Jika memang menganggap berita – berita Hoax berbahaya bukanya sudah ada pembentukan tim khusus cyber yang menangani dan mengawasi portal berita maupun social media yang memuat berita Hoax, masyarakat juga bisa langsung mengadukan berita ataupun informasi yang teridentivikasi sebagai berita yang tidak benar atau hoax kepada Kominfo melalui email dan website yang sudah mereka sediakan. Bahkan Kominfo sendiri menjamin kerahasiaan dari sang pelapor, bukankah dengan begini sudah jelas Pemerintah tak perlu melakukan hal yang berlebih sampai – sampai membatasi penggunaan media social.

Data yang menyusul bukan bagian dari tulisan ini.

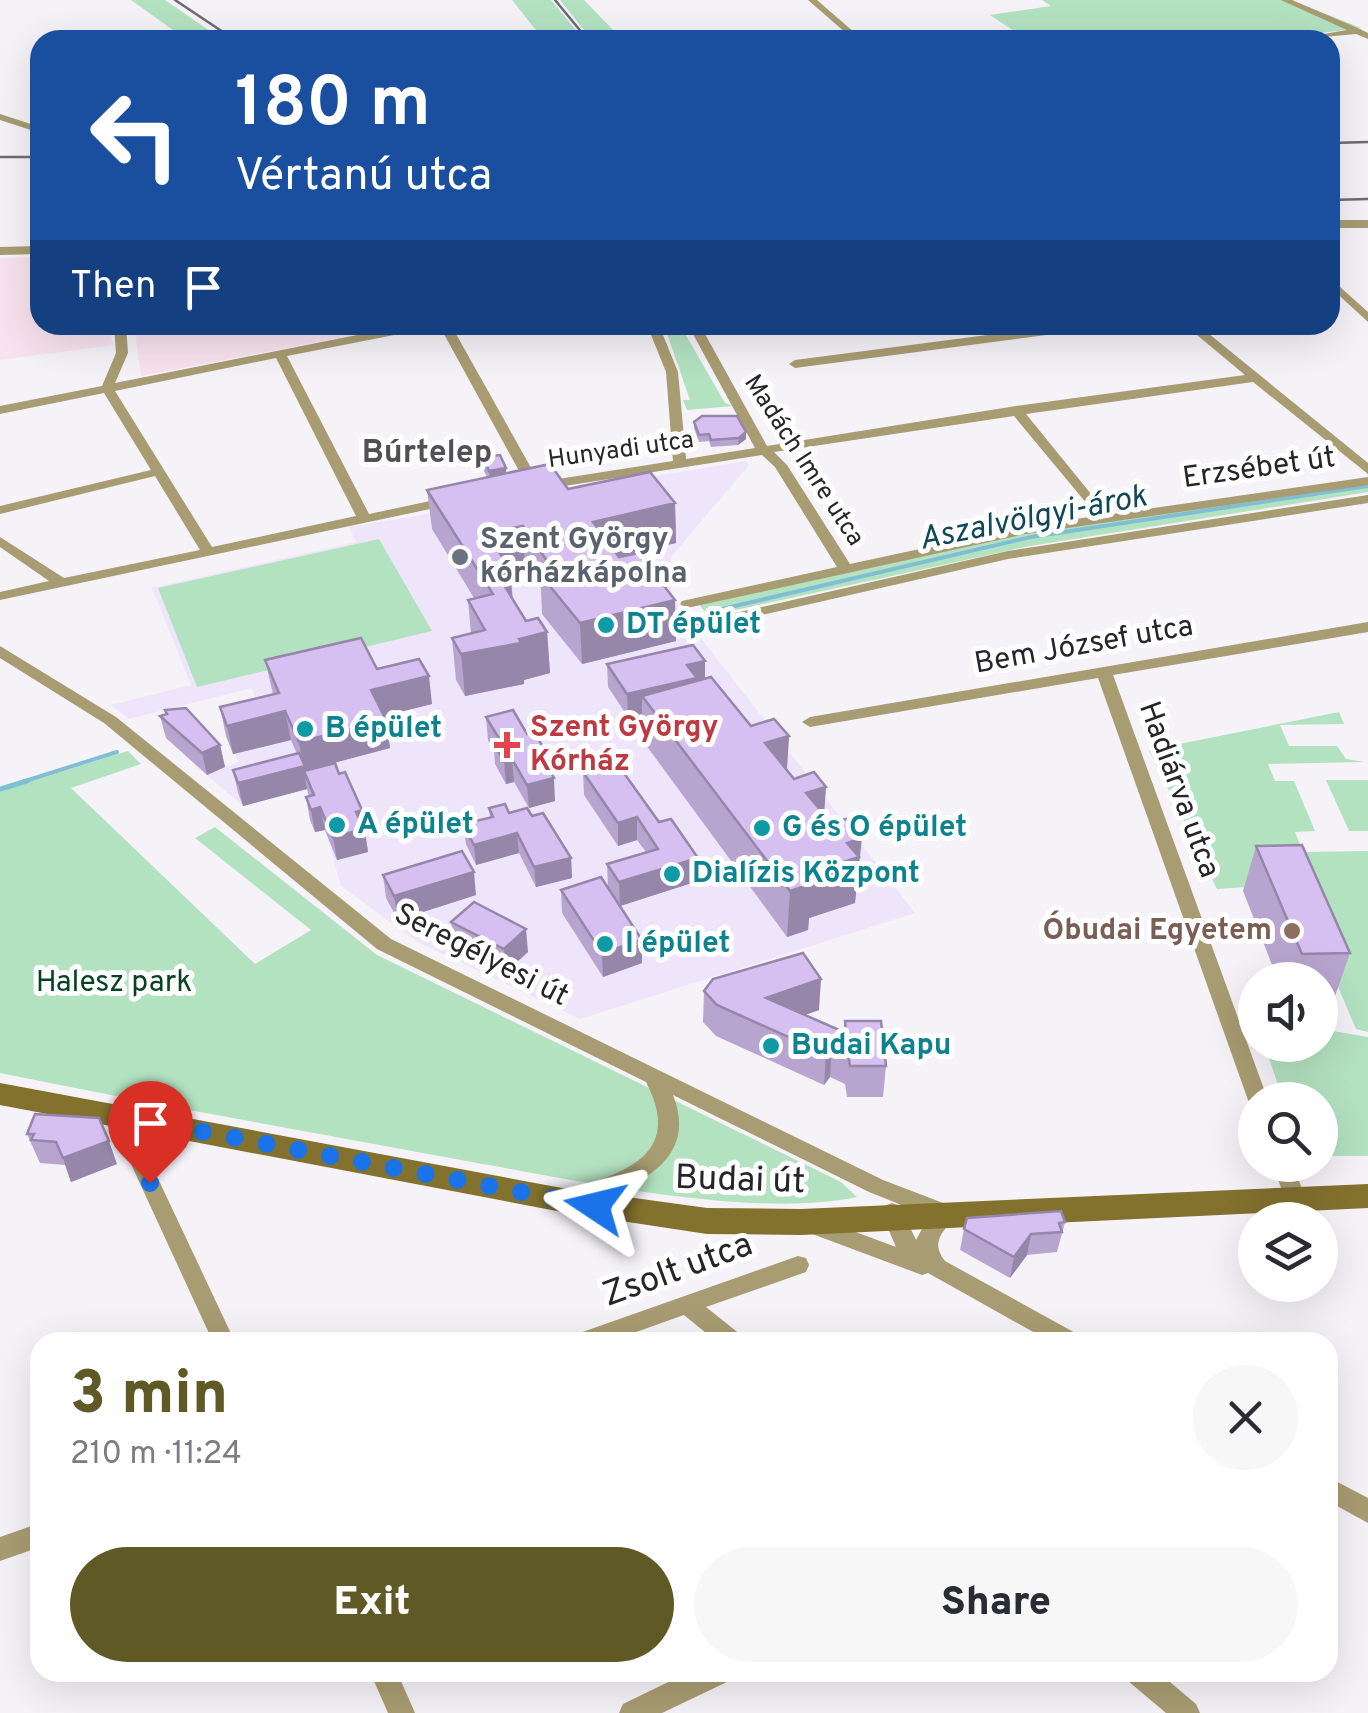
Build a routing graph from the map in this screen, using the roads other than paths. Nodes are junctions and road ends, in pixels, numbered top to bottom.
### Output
1 (812, 0) edge
2 (1285, 0) edge
3 (847, 30) edge
4 (1356, 31) junction
5 (1368, 32) edge
6 (1340, 33) edge
7 (0, 117) edge
8 (30, 127) edge
9 (1340, 224) edge
10 (1368, 224) edge
11 (30, 250) edge
12 (0, 251) edge
13 (1340, 292) edge
14 (1368, 319) edge
15 (121, 335) edge
16 (371, 335) edge
17 (451, 335) edge
18 (657, 335) edge
19 (699, 335) edge
20 (1016, 335) edge
21 (1203, 335) edge
22 (279, 352) junction
23 (795, 364) dead end
24 (1252, 378) junction
25 (108, 388) junction
26 (0, 410) edge
27 (1016, 410) junction
28 (762, 449) junction
29 (680, 464) junction
30 (1368, 470) edge
31 (157, 472) junction
32 (1368, 482) edge
33 (534, 486) junction
34 (516, 489) edge
35 (464, 498) edge
36 (1368, 498) edge
37 (0, 510) edge
38 (364, 518) junction
39 (1109, 518) junction
40 (0, 541) edge
41 (207, 550) junction
42 (846, 570) junction
43 (63, 584) junction
44 (0, 596) edge
45 (687, 604) dead end
46 (700, 625) dead end
47 (1368, 627) edge
48 (0, 650) edge
49 (1103, 670) junction
50 (810, 722) dead end
51 (652, 1074) junction
52 (1252, 1082) edge
53 (0, 1094) edge
54 (141, 1120) junction
55 (1289, 1182) edge
56 (876, 1186) junction
57 (1368, 1196) edge
58 (1294, 1198) junction
59 (562, 1200) junction
60 (947, 1213) junction
61 (894, 1216) junction
62 (800, 1222) junction
63 (798, 1265) dead end
64 (946, 1275) junction
65 (687, 1306) junction
66 (219, 1332) edge
67 (611, 1332) edge
68 (720, 1332) edge
69 (1053, 1332) edge
70 (1338, 1494) edge
71 (1368, 1511) edge
72 (30, 1538) edge
73 (0, 1549) edge
74 (387, 1682) edge
75 (699, 1682) edge
76 (1150, 1682) edge
77 (402, 1713) edge
78 (632, 1713) edge
79 (1187, 1713) edge

1 - 3 street
2 - 4 street
4 - 5 street
4 - 6 street
7 - 8 street
9 - 10 street
11 - 12 street
13 - 14 street
15 - 25 street
16 - 22 street
17 - 33 street
18 - 29 street
19 - 28 street, Madách Imre utca
20 - 23 street
21 - 24 street
22 - 25 street
22 - 38 street
24 - 27 street, Hunyadi utca
24 - 30 street
25 - 26 street
25 - 31 street
27 - 28 street, Hunyadi utca
27 - 39 street
28 - 29 street, Hunyadi utca
28 - 42 street, Madách Imre utca
29 - 33 street, Hunyadi utca
31 - 37 street
31 - 41 street
32 - 39 street, Erzsébet út
33 - 34 street, Hunyadi utca
35 - 38 street
36 - 46 street, Erzsébet út
38 - 41 street
39 - 42 street, Erzsébet út
40 - 43 street
41 - 43 street
42 - 45 street, Erzsébet út
43 - 44 street
47 - 49 street, Bem József utca
48 - 51 street, Seregélyesi út
49 - 50 street, Bem József utca
49 - 52 street, Hadiárva utca
51 - 56 street, Seregélyesi út
51 - 59 street
53 - 54 main road, Budai út
54 - 59 main road, Budai út
54 - 66 street
55 - 58 street
56 - 60 street, Seregélyesi út
56 - 61 street
57 - 58 main road, Budai út
58 - 60 main road, Budai út
59 - 62 main road, Budai út
60 - 61 main road, Budai út
60 - 64 street
61 - 62 main road, Budai út
61 - 64 street
62 - 64 street
63 - 65 street, Zsolt utca
64 - 69 street
65 - 67 street, Zsolt utca
65 - 68 street
70 - 71 street
72 - 73 street
74 - 77 street
75 - 78 street
76 - 79 street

Pro dan Kontra sendiri terjadi dengan diberlakukanya kebijakaan ini, ada masyarakat yang menganggap hal ini merupakan hal yang bagus karena dengan ini konten – konten berita Hoax tak semakin memperkeruh suasana yang sudah terjadi karena Demonstrasi, tapi juga banyak yang menganggap hal ini menjadi salah satu langkah pemerintah untuk mempersempit ruang kebebasan berekspresi dan berpendapat. Kalangan ini beranggapan bahwa Pemerintah telah melanggar isi UUD 1945 Pasal 28E Ayat 3 yang telah menjamin kebebasan berekspresi dan menyampaikan informasi itu sendiri. Kita juga seharusnya mulai bertanya – tanya apa tujuan Pemerintah melakukan pembatasan akses social media hanya dikarenakan takutnya masyarakat mengkonsumsi berita hoax atau ada hal lain yang ingin disembunyikan.
Hal yang disembunyikan bisa saja dengan membatasi social media kita menjadi tidak mengetahui dengan apa yang sebenarnya terjadi di kejadian Demonstrasi itu sendiri. Media elektronik hanya menampilkan kejadian dari satu sisi, lantas bagaimana kita bisa mengakses informasi dari sisi yang lain jika bukan dari social media itu sendiri. Di social media kita bisa mengakses atau mendapatkan informasi dari dua sudut pandang sekaligus, dari sudut demonstran dan pihak kepolisian yang mengamankan jalanya demonstrasi. Apa dengan pembatasan social media ini pemerintah memang bertujuan untuk menangkal pembagian berita hoax atau justru sebagai dalil untuk mempersempit kebebasan berpendapat dan tidak menerima kritik? Siapa yang tau.